== Records for the task ==

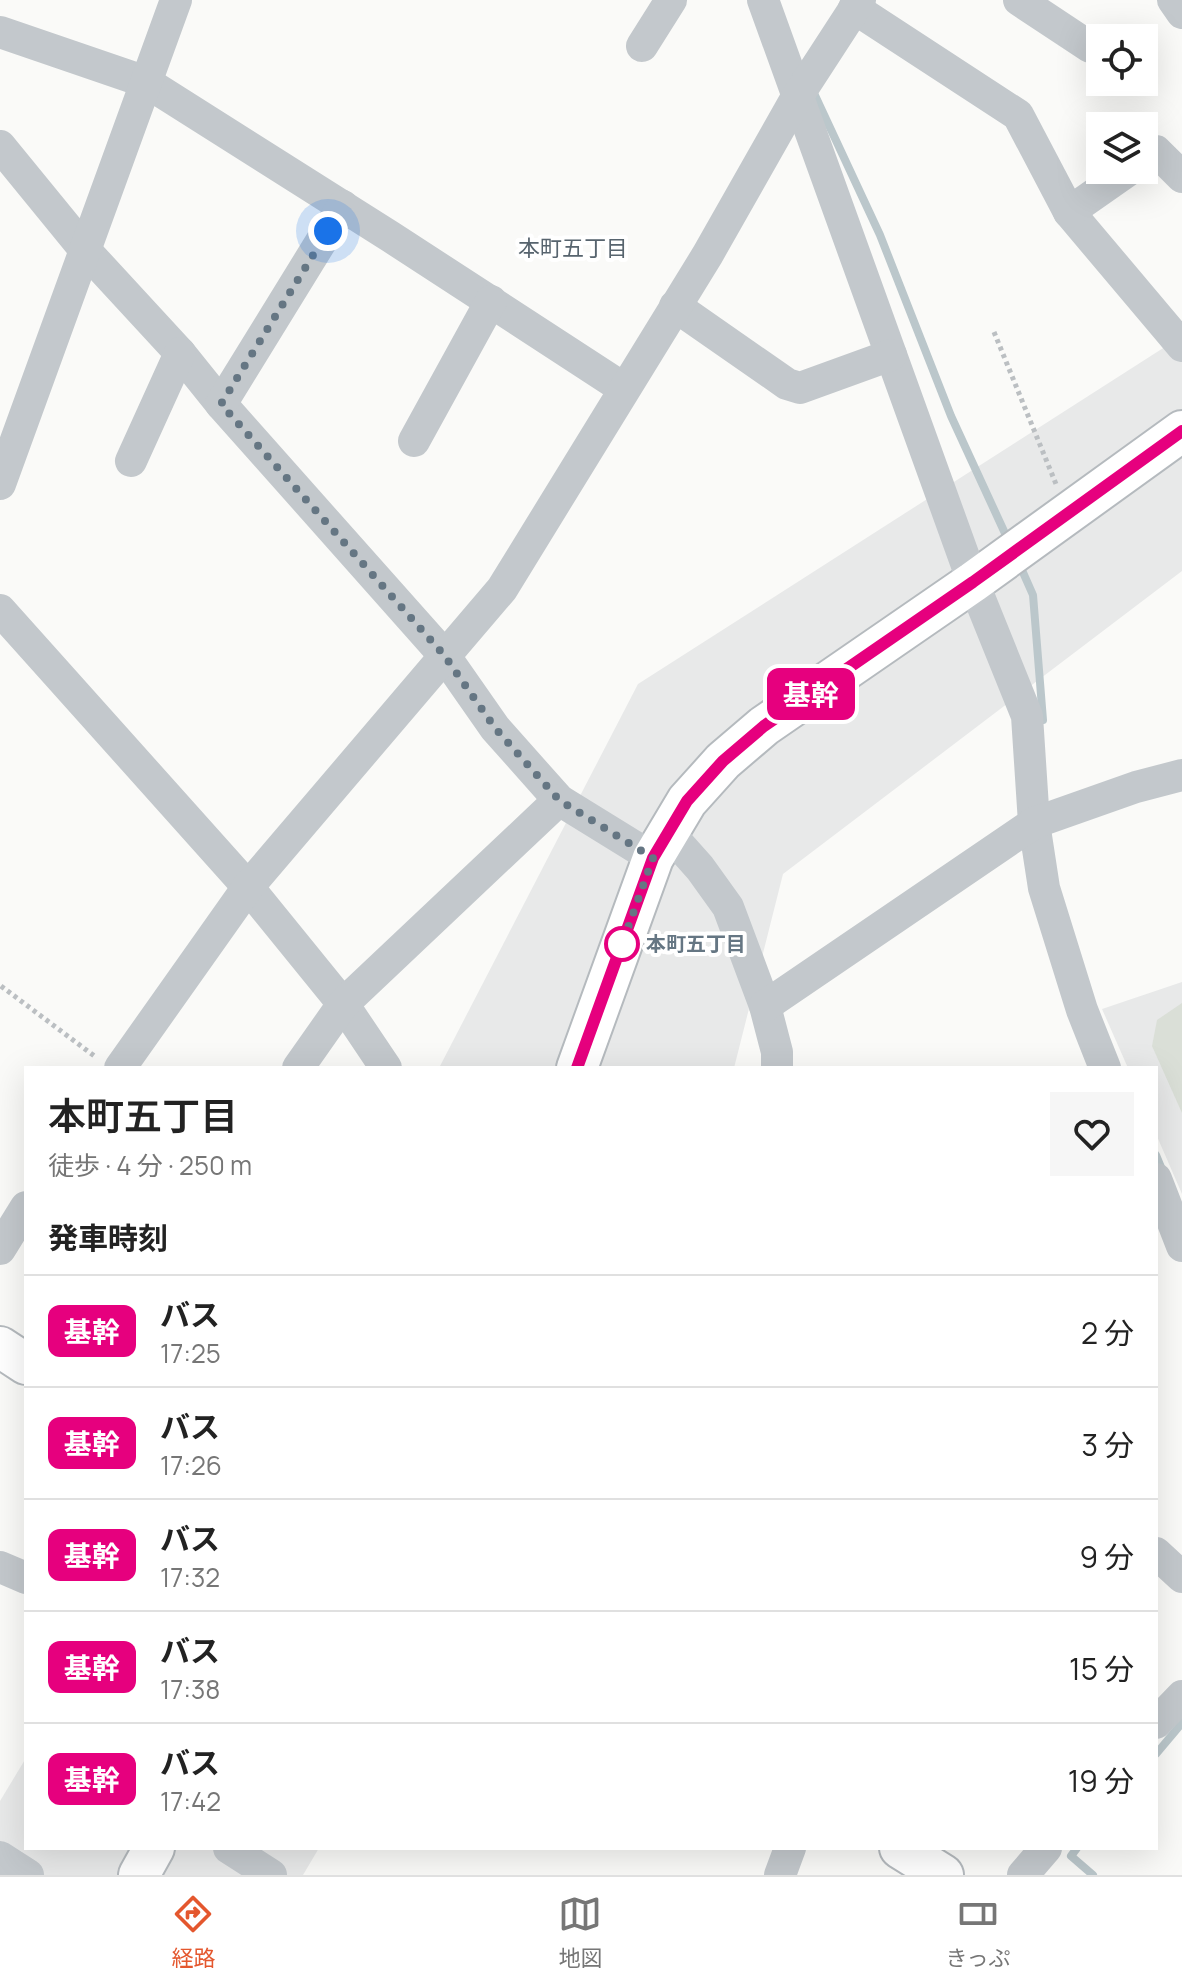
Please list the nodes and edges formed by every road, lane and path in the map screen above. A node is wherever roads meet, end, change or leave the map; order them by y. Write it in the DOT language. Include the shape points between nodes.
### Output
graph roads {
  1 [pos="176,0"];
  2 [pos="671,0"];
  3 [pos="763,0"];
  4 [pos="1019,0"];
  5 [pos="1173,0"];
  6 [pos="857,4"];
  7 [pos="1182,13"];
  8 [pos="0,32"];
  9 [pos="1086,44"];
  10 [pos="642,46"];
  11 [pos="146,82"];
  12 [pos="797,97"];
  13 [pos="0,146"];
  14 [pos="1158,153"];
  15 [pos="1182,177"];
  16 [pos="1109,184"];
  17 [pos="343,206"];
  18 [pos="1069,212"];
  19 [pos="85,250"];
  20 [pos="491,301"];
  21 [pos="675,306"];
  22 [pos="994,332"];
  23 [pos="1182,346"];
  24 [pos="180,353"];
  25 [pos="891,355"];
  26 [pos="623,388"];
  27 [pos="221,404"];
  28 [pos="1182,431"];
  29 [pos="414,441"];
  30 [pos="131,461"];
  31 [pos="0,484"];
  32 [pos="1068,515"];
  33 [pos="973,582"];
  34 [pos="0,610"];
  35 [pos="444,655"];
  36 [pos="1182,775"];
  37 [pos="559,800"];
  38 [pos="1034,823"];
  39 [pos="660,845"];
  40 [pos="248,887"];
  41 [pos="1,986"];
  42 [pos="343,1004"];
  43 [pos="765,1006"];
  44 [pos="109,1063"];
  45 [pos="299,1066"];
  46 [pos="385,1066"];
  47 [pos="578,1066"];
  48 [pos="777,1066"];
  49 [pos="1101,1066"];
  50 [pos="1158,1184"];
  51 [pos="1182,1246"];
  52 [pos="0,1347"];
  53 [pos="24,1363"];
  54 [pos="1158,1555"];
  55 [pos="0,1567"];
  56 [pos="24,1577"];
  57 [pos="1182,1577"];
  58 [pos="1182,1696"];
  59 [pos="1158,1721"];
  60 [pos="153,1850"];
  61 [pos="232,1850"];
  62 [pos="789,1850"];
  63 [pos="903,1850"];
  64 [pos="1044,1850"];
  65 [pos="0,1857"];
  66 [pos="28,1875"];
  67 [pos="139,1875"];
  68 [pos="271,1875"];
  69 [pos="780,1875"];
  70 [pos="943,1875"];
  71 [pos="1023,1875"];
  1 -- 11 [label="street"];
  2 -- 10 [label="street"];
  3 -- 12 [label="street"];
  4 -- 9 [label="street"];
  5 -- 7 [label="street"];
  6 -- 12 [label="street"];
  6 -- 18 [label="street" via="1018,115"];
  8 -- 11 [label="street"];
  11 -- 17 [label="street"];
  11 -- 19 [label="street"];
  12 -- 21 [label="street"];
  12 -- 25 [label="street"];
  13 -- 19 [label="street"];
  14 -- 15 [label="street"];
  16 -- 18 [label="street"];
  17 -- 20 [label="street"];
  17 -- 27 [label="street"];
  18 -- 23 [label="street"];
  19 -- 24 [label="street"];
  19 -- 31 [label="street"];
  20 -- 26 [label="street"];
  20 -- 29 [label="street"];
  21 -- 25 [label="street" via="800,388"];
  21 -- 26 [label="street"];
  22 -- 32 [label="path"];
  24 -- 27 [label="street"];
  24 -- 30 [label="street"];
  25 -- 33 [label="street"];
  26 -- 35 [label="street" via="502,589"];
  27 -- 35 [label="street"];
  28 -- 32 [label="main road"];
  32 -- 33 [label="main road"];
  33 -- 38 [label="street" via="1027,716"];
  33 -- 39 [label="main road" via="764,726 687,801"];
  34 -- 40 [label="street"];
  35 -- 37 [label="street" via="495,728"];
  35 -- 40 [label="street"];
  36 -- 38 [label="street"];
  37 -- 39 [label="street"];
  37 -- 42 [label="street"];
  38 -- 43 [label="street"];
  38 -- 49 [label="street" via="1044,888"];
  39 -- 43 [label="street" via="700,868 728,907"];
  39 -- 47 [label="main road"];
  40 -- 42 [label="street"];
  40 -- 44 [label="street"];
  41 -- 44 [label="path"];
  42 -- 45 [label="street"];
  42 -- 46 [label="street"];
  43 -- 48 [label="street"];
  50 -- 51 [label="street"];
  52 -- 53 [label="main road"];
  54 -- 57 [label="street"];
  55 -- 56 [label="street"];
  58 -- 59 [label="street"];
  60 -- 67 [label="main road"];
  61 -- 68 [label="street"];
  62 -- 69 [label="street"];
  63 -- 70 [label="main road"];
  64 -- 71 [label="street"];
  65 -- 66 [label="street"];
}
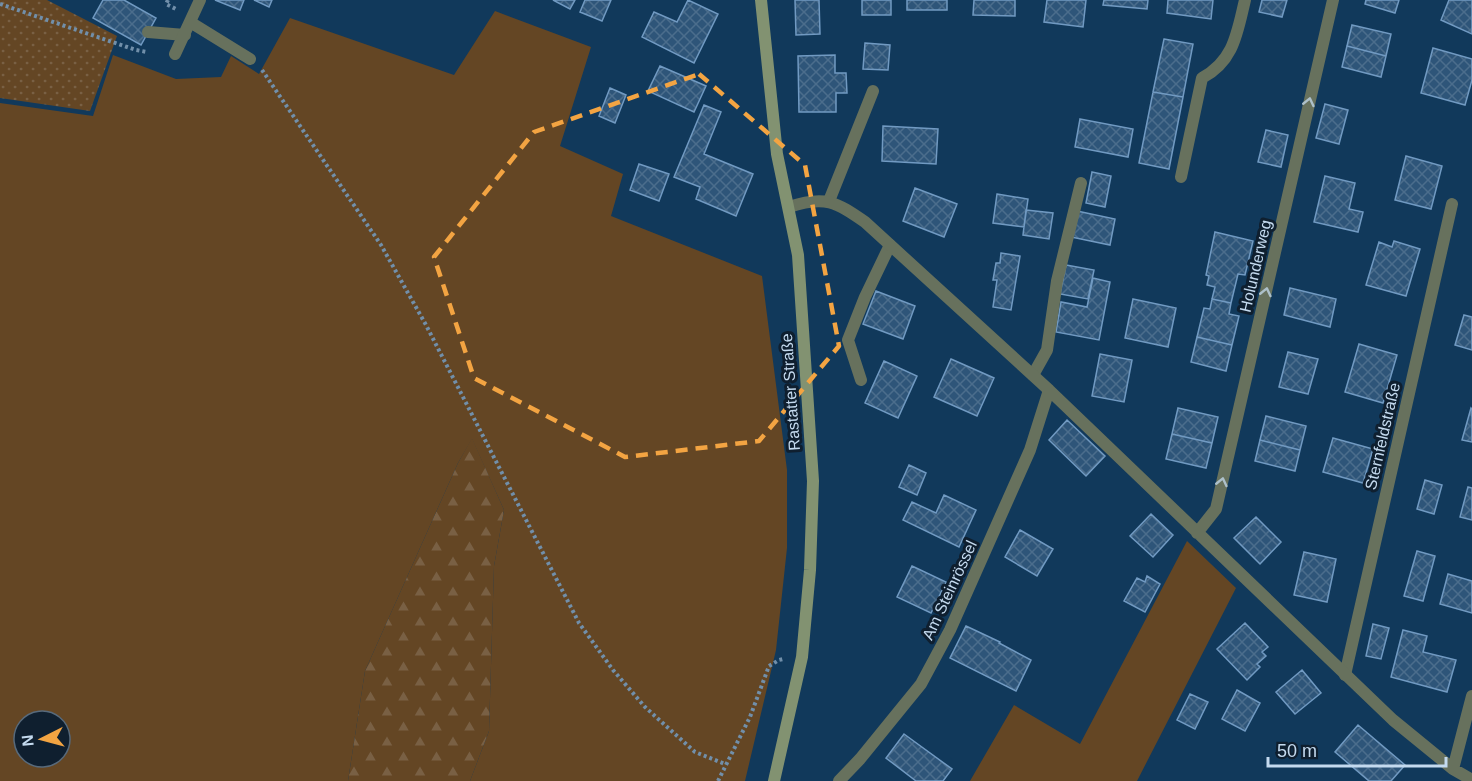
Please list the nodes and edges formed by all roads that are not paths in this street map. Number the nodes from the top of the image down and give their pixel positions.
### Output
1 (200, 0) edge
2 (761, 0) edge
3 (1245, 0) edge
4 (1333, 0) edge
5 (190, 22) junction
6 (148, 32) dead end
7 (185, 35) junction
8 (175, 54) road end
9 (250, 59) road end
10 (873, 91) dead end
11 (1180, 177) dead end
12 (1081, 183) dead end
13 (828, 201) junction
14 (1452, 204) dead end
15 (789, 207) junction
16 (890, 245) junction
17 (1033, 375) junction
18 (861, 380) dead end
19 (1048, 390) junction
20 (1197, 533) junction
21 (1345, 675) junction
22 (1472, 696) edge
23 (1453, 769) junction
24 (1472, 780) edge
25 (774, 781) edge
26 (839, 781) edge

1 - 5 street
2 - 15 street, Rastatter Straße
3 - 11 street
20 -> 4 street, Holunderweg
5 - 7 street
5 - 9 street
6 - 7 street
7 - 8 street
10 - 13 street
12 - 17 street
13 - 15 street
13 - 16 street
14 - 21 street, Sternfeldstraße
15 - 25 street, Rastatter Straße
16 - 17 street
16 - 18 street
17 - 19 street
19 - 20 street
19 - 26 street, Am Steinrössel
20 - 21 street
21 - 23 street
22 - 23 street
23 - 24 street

===

**Problem description:** Output the records exactly, and let none of their pictures appear in the copy.

**Answer section:**
Please list the nodes and edges formed by every road, lane and path in the map screen above. A node is wherever roads meet, end, change or leave the map; order them by y. Write it in the DOT language. Include the shape points between nodes.
### Output
graph roads {
  1 [pos="176,0"];
  2 [pos="671,0"];
  3 [pos="763,0"];
  4 [pos="1019,0"];
  5 [pos="1173,0"];
  6 [pos="857,4"];
  7 [pos="1182,13"];
  8 [pos="0,32"];
  9 [pos="1086,44"];
  10 [pos="642,46"];
  11 [pos="146,82"];
  12 [pos="797,97"];
  13 [pos="0,146"];
  14 [pos="1158,153"];
  15 [pos="1182,177"];
  16 [pos="1109,184"];
  17 [pos="343,206"];
  18 [pos="1069,212"];
  19 [pos="85,250"];
  20 [pos="491,301"];
  21 [pos="675,306"];
  22 [pos="994,332"];
  23 [pos="1182,346"];
  24 [pos="180,353"];
  25 [pos="891,355"];
  26 [pos="623,388"];
  27 [pos="221,404"];
  28 [pos="1182,431"];
  29 [pos="414,441"];
  30 [pos="131,461"];
  31 [pos="0,484"];
  32 [pos="1068,515"];
  33 [pos="973,582"];
  34 [pos="0,610"];
  35 [pos="444,655"];
  36 [pos="1182,775"];
  37 [pos="559,800"];
  38 [pos="1034,823"];
  39 [pos="660,845"];
  40 [pos="248,887"];
  41 [pos="1,986"];
  42 [pos="343,1004"];
  43 [pos="765,1006"];
  44 [pos="109,1063"];
  45 [pos="299,1066"];
  46 [pos="385,1066"];
  47 [pos="578,1066"];
  48 [pos="777,1066"];
  49 [pos="1101,1066"];
  50 [pos="1158,1184"];
  51 [pos="1182,1246"];
  52 [pos="0,1347"];
  53 [pos="24,1363"];
  54 [pos="1158,1555"];
  55 [pos="0,1567"];
  56 [pos="24,1577"];
  57 [pos="1182,1577"];
  58 [pos="1182,1696"];
  59 [pos="1158,1721"];
  60 [pos="153,1850"];
  61 [pos="232,1850"];
  62 [pos="789,1850"];
  63 [pos="903,1850"];
  64 [pos="1044,1850"];
  65 [pos="0,1857"];
  66 [pos="28,1875"];
  67 [pos="139,1875"];
  68 [pos="271,1875"];
  69 [pos="780,1875"];
  70 [pos="943,1875"];
  71 [pos="1023,1875"];
  1 -- 11 [label="street"];
  2 -- 10 [label="street"];
  3 -- 12 [label="street"];
  4 -- 9 [label="street"];
  5 -- 7 [label="street"];
  6 -- 12 [label="street"];
  6 -- 18 [label="street" via="1018,115"];
  8 -- 11 [label="street"];
  11 -- 17 [label="street"];
  11 -- 19 [label="street"];
  12 -- 21 [label="street"];
  12 -- 25 [label="street"];
  13 -- 19 [label="street"];
  14 -- 15 [label="street"];
  16 -- 18 [label="street"];
  17 -- 20 [label="street"];
  17 -- 27 [label="street"];
  18 -- 23 [label="street"];
  19 -- 24 [label="street"];
  19 -- 31 [label="street"];
  20 -- 26 [label="street"];
  20 -- 29 [label="street"];
  21 -- 25 [label="street" via="800,388"];
  21 -- 26 [label="street"];
  22 -- 32 [label="path"];
  24 -- 27 [label="street"];
  24 -- 30 [label="street"];
  25 -- 33 [label="street"];
  26 -- 35 [label="street" via="502,589"];
  27 -- 35 [label="street"];
  28 -- 32 [label="main road"];
  32 -- 33 [label="main road"];
  33 -- 38 [label="street" via="1027,716"];
  33 -- 39 [label="main road" via="764,726 687,801"];
  34 -- 40 [label="street"];
  35 -- 37 [label="street" via="495,728"];
  35 -- 40 [label="street"];
  36 -- 38 [label="street"];
  37 -- 39 [label="street"];
  37 -- 42 [label="street"];
  38 -- 43 [label="street"];
  38 -- 49 [label="street" via="1044,888"];
  39 -- 43 [label="street" via="700,868 728,907"];
  39 -- 47 [label="main road"];
  40 -- 42 [label="street"];
  40 -- 44 [label="street"];
  41 -- 44 [label="path"];
  42 -- 45 [label="street"];
  42 -- 46 [label="street"];
  43 -- 48 [label="street"];
  50 -- 51 [label="street"];
  52 -- 53 [label="main road"];
  54 -- 57 [label="street"];
  55 -- 56 [label="street"];
  58 -- 59 [label="street"];
  60 -- 67 [label="main road"];
  61 -- 68 [label="street"];
  62 -- 69 [label="street"];
  63 -- 70 [label="main road"];
  64 -- 71 [label="street"];
  65 -- 66 [label="street"];
}
Please list the nodes and edges formed by all roads that are not paths in this street map. Number the nodes from the top of the image down and give their pixel positions.
### Output
1 (200, 0) edge
2 (761, 0) edge
3 (1245, 0) edge
4 (1333, 0) edge
5 (190, 22) junction
6 (148, 32) dead end
7 (185, 35) junction
8 (175, 54) road end
9 (250, 59) road end
10 (873, 91) dead end
11 (1180, 177) dead end
12 (1081, 183) dead end
13 (828, 201) junction
14 (1452, 204) dead end
15 (789, 207) junction
16 (890, 245) junction
17 (1033, 375) junction
18 (861, 380) dead end
19 (1048, 390) junction
20 (1197, 533) junction
21 (1345, 675) junction
22 (1472, 696) edge
23 (1453, 769) junction
24 (1472, 780) edge
25 (774, 781) edge
26 (839, 781) edge

1 - 5 street
2 - 15 street, Rastatter Straße
3 - 11 street
20 -> 4 street, Holunderweg
5 - 7 street
5 - 9 street
6 - 7 street
7 - 8 street
10 - 13 street
12 - 17 street
13 - 15 street
13 - 16 street
14 - 21 street, Sternfeldstraße
15 - 25 street, Rastatter Straße
16 - 17 street
16 - 18 street
17 - 19 street
19 - 20 street
19 - 26 street, Am Steinrössel
20 - 21 street
21 - 23 street
22 - 23 street
23 - 24 street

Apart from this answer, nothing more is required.